Tuesday, February 16, 2016

Leadership and Taking Risks

Nancy Flanagan had a great piece last week at EdWeek. "Defining Teacher Leadership" kicks off with her reaction to this handy meme:















She finds the first part is right on point. But the second part?

Most of the school leaders I encountered in 30 years in the classroom were good people, but the overwhelming majority were cautious rule-followers and cheerleaders for incremental change. The principals followed the superintendent's directives and the folks at Central Office looked to the state for guidance. Most recently, everyone has experienced the heavy hand of the feds--for standards, assessments and "aligned" materials. "Successful" leaders hit benchmarks set far from actual classrooms.

That sounds about right. As does this:

If I had waited for my school leaders to be risk-takers before feeling comfortable with change in my classroom, decades could have gone by.
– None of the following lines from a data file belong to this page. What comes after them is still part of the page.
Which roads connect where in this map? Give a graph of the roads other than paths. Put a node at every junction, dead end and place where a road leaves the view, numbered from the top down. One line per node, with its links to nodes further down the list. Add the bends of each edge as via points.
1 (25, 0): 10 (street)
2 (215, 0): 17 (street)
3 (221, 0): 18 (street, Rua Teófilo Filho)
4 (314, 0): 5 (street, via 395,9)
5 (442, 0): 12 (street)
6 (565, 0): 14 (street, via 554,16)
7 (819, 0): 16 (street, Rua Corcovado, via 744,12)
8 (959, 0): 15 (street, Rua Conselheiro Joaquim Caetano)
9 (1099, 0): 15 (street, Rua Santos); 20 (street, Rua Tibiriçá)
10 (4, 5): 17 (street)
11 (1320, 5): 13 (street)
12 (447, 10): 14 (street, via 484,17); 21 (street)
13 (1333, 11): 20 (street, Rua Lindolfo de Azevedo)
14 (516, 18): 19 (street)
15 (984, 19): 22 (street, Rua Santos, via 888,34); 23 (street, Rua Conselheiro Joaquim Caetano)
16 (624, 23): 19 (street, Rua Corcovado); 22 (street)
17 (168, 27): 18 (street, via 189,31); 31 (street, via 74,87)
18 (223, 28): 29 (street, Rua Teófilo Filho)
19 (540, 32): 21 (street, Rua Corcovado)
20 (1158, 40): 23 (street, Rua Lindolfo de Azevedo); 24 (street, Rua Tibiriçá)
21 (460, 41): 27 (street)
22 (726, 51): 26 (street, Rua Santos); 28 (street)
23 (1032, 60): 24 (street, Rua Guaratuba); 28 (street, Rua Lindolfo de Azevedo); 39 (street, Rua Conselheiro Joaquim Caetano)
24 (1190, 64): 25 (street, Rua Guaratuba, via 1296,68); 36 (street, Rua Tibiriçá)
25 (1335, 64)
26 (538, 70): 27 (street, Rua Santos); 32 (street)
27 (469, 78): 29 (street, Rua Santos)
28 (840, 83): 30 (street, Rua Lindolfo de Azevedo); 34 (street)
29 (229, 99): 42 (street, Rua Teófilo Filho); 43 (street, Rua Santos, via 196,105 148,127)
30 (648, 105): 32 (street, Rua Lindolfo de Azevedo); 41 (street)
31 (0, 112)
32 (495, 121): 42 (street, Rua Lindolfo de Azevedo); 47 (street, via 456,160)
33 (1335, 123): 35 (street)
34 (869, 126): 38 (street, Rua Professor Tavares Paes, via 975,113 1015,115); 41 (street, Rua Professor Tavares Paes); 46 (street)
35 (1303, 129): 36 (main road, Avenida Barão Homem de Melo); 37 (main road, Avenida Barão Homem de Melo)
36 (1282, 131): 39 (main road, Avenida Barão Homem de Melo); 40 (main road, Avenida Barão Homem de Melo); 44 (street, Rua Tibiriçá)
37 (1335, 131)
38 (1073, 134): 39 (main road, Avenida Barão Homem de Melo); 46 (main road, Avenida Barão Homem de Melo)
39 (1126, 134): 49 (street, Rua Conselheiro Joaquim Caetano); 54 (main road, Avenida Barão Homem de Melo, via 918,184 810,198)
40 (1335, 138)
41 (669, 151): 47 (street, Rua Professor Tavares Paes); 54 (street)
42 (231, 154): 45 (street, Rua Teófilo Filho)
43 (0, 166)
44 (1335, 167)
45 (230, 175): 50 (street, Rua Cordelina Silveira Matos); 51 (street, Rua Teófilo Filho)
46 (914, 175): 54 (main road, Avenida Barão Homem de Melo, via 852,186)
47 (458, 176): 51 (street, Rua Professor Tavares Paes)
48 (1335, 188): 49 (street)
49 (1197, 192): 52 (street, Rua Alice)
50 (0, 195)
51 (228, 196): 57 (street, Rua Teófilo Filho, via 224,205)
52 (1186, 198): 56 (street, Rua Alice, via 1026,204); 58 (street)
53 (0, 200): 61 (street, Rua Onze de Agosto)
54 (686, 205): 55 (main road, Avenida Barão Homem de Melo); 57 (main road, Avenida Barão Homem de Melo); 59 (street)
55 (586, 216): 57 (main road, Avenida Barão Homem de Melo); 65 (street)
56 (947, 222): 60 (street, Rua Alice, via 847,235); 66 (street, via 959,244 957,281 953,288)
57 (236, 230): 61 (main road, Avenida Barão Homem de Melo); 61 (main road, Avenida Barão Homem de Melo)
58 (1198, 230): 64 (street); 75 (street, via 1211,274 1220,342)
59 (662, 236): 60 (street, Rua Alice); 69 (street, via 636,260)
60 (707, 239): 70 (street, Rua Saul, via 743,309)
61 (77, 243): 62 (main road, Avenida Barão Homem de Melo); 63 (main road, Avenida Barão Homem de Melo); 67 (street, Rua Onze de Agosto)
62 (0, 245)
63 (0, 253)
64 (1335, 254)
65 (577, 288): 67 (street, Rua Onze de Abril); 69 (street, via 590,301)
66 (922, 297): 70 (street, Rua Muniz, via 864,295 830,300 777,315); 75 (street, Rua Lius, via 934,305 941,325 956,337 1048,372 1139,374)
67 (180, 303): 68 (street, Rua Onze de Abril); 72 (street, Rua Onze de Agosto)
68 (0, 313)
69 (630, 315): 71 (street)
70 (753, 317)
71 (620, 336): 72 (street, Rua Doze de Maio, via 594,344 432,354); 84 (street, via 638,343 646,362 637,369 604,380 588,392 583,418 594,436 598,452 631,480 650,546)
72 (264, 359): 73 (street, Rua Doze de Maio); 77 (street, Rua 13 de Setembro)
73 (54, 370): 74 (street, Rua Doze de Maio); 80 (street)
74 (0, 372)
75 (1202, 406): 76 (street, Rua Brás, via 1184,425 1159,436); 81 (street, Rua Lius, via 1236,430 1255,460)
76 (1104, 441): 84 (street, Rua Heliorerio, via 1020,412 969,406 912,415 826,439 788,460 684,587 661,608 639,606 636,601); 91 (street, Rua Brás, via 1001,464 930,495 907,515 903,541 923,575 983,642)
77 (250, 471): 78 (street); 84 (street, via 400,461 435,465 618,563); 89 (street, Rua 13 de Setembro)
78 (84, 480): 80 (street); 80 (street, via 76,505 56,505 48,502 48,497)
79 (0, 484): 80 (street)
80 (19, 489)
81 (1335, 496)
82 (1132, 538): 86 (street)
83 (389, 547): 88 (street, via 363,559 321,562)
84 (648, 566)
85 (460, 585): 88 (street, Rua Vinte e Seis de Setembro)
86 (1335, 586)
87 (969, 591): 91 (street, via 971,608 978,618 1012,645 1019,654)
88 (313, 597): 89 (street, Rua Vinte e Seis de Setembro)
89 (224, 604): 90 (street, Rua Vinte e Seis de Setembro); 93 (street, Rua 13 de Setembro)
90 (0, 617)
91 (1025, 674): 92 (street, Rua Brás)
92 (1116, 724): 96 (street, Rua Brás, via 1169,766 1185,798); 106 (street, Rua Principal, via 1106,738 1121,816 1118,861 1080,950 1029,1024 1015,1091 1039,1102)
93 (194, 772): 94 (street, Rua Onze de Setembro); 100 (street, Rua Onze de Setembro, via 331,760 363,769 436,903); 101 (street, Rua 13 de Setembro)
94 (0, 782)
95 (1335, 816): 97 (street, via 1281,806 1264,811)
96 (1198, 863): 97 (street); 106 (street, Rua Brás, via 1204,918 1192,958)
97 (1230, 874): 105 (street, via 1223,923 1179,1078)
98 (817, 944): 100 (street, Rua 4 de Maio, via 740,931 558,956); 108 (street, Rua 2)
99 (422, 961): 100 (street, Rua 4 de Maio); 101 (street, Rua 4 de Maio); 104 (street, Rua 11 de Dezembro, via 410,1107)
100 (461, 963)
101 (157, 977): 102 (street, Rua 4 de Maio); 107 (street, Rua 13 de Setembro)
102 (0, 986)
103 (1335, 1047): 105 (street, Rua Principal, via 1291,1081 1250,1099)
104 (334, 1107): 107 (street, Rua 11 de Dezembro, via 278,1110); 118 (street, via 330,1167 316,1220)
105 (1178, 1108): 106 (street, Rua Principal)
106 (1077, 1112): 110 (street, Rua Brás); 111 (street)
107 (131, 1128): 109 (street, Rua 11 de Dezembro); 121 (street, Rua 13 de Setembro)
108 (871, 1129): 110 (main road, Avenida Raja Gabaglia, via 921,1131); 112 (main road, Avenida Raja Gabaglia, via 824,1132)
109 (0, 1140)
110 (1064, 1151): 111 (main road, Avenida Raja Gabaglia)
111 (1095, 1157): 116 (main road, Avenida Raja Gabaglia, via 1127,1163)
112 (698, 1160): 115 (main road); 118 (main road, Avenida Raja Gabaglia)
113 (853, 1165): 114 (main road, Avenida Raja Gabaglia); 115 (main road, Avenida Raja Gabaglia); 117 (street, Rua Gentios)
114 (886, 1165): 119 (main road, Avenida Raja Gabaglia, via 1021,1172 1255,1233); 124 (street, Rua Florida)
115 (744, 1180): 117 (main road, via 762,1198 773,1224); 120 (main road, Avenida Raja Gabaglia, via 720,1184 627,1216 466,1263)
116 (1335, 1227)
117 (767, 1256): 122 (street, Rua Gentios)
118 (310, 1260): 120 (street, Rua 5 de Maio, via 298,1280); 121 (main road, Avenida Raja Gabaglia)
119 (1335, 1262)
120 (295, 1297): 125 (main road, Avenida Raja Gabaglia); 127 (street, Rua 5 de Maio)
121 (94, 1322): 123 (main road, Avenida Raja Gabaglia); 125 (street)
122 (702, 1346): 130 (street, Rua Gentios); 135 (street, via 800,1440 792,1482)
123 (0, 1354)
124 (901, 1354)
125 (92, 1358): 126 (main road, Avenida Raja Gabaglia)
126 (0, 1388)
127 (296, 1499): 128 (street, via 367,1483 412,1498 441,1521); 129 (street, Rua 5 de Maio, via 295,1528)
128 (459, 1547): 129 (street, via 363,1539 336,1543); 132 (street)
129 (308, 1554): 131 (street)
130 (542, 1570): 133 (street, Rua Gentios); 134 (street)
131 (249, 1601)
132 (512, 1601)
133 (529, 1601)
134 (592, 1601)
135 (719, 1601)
I'm not sure we need school leaders who are risk takers; it's not the modeling that is most important. The biggest power that principals and superintendents have is not the power to demonstrate risk, but the power to define it.

School leaders get to decide two key aspects of risk-- what constitutes going outside the lines, and what possible consequences go with it. Principal A may run a school where getting caught with students up out of their seats in your classroom may win you a chance to stand in the principal's office while you're screamed at. Principal B may run a school where you can take students outside for an unscheduled sit on the lawn session and all that happens is you hear a, "Hey, shoot me an email before you do that the next time." Principal C, unfortunately, may run a school in which I'd better be on the scheduled scripted lesson at 10:36 on Tuesday, or there will be a letter in my file.

School leaders also get to decide how much they will protect their people. If you're teaching a controversial novel or running a project that may bring blowback form the community or from administrators at a higher level, will your principal help protect you from the heat, or throw you under the bus?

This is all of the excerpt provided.